Katrina Carrasco (The Best Bad Things) blends deeply researched historical fiction with riveting queer adventure in Rough Trade, the spectacular second installment of her episodic crime series about the undeniably charming antihero Alma Rosales.

It's the summer of 1888, and Alma's crew is working the Tacoma docks of Washington Territory. They're stevedores, taking on the backbreaking work of loading and unloading ships that come into port. At least, that's their cover story. Smuggling opium is their real trade. Or, it would be if a longshoremen's strike weren't preventing their access to the Ferndale's hold, leaving Alma's crew to watch scabs unload the ship under the watchful eye of an unfamiliar customs inspector, helpless to prevent the discovery of 500 pounds of contraband.

In the months that follow that drug bust, several new players wander onto Alma's docks and threaten the tidy little business she runs under the protective care of seductive socialite Delphine Beaumond. Among those new faces are Ben Collins, an undercover reporter hoping for a scoop he can sell to news magnate William Randolph Hearst, and Bess Spencer, Alma's former partner at the Pinkerton Women's Bureau of investigators, from a lifetime ago. But the real fuse lights when dead bodies start turning up under suspicious circumstances, and with signs of injection. If Alma doesn't act fast, she risks a swarming police presence that could irreversibly upset the life she's only recently built for herself in Washington, after escaping tragedy elsewhere.

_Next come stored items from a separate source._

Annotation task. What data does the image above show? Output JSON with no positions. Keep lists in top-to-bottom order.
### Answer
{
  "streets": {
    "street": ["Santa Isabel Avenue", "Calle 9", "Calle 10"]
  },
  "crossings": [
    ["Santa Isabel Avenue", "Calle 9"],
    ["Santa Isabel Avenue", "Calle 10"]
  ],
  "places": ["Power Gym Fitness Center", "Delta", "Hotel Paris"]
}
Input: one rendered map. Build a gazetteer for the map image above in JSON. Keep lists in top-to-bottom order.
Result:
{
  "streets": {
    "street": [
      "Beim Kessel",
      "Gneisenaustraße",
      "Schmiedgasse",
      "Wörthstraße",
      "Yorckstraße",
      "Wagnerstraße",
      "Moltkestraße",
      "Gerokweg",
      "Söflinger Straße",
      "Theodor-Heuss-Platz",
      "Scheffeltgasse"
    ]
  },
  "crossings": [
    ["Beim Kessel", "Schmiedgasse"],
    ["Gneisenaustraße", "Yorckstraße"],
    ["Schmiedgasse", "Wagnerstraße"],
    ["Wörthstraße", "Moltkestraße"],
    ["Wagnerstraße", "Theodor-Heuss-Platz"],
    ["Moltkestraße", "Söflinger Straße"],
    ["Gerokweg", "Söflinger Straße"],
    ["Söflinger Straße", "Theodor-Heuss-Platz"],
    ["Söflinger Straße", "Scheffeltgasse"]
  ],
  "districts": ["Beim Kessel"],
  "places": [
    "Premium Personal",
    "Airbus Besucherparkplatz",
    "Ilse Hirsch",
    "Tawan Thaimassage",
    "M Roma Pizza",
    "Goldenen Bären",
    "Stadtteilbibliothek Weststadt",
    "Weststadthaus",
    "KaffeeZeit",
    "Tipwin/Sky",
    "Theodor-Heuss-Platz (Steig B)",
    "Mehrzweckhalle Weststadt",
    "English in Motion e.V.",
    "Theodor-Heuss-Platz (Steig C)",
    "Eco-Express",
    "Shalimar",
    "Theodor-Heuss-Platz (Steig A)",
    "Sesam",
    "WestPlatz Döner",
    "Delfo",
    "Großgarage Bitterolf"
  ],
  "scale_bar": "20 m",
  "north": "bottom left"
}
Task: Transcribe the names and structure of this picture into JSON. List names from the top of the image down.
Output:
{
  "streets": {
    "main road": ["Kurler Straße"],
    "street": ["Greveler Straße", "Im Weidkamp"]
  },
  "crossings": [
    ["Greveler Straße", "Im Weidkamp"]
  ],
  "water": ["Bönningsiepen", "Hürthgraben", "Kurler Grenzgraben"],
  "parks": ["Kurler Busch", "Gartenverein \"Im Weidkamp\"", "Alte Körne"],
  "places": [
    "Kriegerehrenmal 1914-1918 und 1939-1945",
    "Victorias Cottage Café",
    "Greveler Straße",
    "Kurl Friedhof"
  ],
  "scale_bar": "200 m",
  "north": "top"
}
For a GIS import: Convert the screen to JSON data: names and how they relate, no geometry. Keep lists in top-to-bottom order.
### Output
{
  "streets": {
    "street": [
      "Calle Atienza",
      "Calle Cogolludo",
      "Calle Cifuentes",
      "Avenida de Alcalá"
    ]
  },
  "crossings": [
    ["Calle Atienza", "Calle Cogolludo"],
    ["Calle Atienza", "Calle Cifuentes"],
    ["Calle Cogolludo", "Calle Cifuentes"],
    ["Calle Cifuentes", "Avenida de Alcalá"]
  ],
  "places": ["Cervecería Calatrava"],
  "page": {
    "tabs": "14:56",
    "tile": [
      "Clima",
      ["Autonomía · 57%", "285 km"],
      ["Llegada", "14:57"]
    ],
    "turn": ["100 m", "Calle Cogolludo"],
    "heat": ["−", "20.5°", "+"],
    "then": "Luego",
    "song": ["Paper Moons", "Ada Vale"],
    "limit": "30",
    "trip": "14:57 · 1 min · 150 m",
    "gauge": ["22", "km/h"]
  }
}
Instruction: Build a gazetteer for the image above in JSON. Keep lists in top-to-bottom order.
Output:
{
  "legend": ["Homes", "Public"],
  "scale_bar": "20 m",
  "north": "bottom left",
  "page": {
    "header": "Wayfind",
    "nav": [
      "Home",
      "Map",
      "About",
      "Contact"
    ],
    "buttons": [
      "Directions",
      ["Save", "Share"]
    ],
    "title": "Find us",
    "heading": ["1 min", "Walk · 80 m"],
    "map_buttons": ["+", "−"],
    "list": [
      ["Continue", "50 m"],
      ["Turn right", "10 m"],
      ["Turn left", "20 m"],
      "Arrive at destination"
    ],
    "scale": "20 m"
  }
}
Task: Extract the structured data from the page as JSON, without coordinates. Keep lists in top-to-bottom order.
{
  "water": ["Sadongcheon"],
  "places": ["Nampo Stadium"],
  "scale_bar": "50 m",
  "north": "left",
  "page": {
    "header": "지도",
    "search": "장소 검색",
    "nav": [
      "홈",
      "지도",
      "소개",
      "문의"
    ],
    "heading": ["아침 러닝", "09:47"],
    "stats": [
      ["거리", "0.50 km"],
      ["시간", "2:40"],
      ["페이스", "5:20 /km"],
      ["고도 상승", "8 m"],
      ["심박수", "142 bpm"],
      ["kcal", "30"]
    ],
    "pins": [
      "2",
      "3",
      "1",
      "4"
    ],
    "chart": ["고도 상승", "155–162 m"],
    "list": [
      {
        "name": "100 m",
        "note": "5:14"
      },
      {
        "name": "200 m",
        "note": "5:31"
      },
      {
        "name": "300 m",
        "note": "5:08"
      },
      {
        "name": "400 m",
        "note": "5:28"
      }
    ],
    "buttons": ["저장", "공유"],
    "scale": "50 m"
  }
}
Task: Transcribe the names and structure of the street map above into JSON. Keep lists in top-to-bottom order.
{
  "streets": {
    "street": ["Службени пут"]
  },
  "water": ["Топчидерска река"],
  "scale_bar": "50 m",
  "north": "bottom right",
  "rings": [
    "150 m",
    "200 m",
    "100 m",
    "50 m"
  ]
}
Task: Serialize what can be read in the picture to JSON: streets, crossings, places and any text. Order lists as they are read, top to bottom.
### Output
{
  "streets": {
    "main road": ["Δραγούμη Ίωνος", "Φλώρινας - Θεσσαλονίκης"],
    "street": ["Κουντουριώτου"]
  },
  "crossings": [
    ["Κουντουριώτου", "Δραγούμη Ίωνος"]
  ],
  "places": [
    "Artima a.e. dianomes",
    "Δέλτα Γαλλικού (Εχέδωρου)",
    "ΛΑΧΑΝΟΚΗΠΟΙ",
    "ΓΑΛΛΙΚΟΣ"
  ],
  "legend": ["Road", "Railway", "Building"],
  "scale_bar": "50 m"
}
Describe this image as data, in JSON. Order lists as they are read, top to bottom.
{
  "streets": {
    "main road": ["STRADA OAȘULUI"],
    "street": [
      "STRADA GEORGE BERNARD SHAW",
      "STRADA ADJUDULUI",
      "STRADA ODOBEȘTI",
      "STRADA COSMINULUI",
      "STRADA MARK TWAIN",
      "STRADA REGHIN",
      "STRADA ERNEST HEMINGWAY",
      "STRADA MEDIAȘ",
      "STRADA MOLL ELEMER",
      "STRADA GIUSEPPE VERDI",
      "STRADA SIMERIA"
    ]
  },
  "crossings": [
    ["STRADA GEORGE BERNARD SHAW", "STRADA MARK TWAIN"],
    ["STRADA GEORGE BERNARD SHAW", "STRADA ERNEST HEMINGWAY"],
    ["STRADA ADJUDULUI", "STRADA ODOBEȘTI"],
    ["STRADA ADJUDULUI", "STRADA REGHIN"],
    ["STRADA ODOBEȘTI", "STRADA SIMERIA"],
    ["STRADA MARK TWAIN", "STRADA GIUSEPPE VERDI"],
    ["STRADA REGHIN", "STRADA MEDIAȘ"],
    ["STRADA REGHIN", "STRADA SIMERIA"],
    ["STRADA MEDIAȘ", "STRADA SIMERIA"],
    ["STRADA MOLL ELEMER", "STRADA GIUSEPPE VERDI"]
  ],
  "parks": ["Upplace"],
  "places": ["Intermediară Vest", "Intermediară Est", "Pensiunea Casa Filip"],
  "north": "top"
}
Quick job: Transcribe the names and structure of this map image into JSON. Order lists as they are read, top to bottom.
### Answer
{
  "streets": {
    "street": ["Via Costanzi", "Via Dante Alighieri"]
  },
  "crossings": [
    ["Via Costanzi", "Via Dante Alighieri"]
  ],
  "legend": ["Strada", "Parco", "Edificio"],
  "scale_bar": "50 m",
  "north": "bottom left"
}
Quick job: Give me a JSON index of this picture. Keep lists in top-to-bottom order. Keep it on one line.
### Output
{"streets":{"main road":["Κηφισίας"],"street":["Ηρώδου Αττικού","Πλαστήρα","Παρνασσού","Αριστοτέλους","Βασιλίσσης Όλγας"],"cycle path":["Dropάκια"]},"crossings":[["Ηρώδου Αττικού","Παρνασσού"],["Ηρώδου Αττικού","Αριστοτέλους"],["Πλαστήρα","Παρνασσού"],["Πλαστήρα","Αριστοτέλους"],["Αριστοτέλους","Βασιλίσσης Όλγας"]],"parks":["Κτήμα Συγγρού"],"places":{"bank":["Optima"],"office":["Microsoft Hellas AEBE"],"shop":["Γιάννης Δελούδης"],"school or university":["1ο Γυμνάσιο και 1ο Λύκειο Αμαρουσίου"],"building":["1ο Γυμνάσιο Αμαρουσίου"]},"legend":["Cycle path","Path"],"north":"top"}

Carrasco writes with a brisk pace and cheeky playfulness that offset the rugged terrain and dicey stakes intrinsic to running opium through the shipyards of a Pacific Northwest outpost. Alma carries a queer and irresistible swagger as she shapeshifts into her public persona, Jack Camp, the roughest man in town. And her sexual tension with both Bess and Delphine gin up a satisfying heat. So much of the fun in this novel pivots on the divide between public and private presentations--Alma's as well as those of the journalistic interloper Ben Collins--highlighting how simple it becomes to defy the law when one's gender and sexuality are already at odds with it.

Rough Trade is an addictive treat sure to please fans of Sarah Waters and HBO's Our Flag Means Death. --Dave Wheeler, senior editor, Shelf Awareness

Shelf Talker: Detailed historical research bolsters dynamic crime fiction in this spectacular queer adventure about opium smugglers in 19th-century Washington Territory.